Either way it's worth noting that the brick wall was likely never designed to take that kind of weight & pressure. People seem to think that bricks are like concrete walls, but they're not. The moisture is inconvenient but it's also really bad as it will erode the mortar and weaken the structure, and to that the weight of the soil against that wall it's a disaster waiting to happen. And when it all goes wrong you'll be left holding the bag.  
There needs to be some form of retaining wall between the wall and the garden bed. 
Have a nice conversation first, but ensure you make it clear that some action needs to be taken in a set time frome or else you'll have no option but to go through legal channels to have the issue sorted. 
Make sure you write down the time, place and what was said in the conversation. Then if the neighbour doesn't make any changes, then apply to VCAT and see if once they recieve some paperwork they might just give two sh!ts and fix the problem. If not, get some professional assessments of what needs to be done & the risk if anything isn't done, get some detailed quotes for the work needed, take lots of photos of the moisture buildup and go to VCAT and argue your case. I cant see how they can't rule in your favour. Maybe also give a ring to the VBA to see if they can send some information on what the garage wall was designed to bare.

----------


## droog

If you waterproof on the inside up to ground level and the bricks remain wet, won’t you end up with rising damp through the rest of the wall ?

----------


## BIM

I would recommend the repairs be implemented on the inside of the garage wall
You will lose 160mm of space ( 50mm concrete fill + brickwork) and upgrade the concrete footings
The ledge will extent above the gl next door and around?
hth

----------


## Chony

Hi everyone!
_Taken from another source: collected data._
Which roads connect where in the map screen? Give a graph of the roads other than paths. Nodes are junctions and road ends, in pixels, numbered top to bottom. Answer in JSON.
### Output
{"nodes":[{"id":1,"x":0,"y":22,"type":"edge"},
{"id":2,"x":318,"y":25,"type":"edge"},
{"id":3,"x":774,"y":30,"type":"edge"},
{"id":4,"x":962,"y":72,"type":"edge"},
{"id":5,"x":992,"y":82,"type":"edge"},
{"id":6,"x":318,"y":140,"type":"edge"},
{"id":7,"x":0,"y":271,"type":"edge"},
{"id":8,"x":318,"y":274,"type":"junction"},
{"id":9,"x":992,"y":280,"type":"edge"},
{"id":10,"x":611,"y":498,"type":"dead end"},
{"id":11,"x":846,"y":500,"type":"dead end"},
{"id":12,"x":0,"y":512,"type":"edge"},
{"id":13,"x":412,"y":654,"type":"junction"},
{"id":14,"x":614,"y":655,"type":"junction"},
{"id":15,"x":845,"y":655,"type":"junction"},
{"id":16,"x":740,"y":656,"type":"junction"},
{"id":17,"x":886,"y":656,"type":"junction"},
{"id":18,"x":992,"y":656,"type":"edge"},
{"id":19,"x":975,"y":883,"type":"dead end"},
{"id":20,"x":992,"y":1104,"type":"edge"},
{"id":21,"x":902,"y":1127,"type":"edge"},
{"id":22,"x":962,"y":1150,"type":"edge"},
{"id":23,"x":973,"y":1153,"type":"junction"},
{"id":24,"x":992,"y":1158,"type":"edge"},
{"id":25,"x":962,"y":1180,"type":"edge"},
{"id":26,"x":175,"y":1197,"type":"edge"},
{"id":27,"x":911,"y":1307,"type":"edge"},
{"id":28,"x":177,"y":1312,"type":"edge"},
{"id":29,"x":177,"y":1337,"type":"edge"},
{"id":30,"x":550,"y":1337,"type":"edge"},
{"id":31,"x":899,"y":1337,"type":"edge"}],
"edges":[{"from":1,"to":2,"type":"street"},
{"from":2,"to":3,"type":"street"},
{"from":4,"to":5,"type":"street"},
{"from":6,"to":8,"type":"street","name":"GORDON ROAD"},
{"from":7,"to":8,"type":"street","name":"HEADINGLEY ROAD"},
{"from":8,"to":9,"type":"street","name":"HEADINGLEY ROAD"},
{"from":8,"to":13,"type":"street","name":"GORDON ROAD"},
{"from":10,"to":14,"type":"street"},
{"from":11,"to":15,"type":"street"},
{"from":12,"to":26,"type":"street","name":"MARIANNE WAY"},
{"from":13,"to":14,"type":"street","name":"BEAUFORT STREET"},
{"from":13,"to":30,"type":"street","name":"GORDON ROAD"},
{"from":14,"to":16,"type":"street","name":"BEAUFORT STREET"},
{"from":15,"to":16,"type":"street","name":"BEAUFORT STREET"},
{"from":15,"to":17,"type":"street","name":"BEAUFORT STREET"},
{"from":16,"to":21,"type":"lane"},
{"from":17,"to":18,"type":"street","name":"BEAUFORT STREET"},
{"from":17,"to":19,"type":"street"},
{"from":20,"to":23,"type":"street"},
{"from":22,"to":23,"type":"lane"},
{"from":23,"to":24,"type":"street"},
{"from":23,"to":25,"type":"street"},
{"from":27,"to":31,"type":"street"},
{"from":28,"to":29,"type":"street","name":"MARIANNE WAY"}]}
So I thought about all your suggestions and advice and the risk of rising damp etc we have decided to build an internal garden bed against the inside wall of the garage.  
We will reinforce the wall with a metal frame and then cut a thin drain into the concrete floor to allow water coming into the internal garden bed wall to drain somewhat to the dirt below. 
The internal garden bed wall will be about knee height and will hopefully be 100% waterproof on the room side! I plan on building it out of brick. 
To waterproof the garden bed wall we are planning to do 2 coats of bitumen paint and then apply builders plastic going into the lip of the drain we cut into the concrete floor before placing rocks at the bottom and then either dirt or pots.  
After all that is done we will seal the concrete floor and paint it with thick mould proof paint.  
Any extra advice is much appreciated! Fingers crossed this solves the mould / damp / neighbour relations issue  :Redface: )

----------


## havabeer

Can you put up a picture of the area? It sonds like youre just going to hide the problem with a garden bed?

----------


## phild01

> Can you put up a picture of the area? It sonds like youre just going to hide the problem with a garden bed?

  ...and still might leak!

----------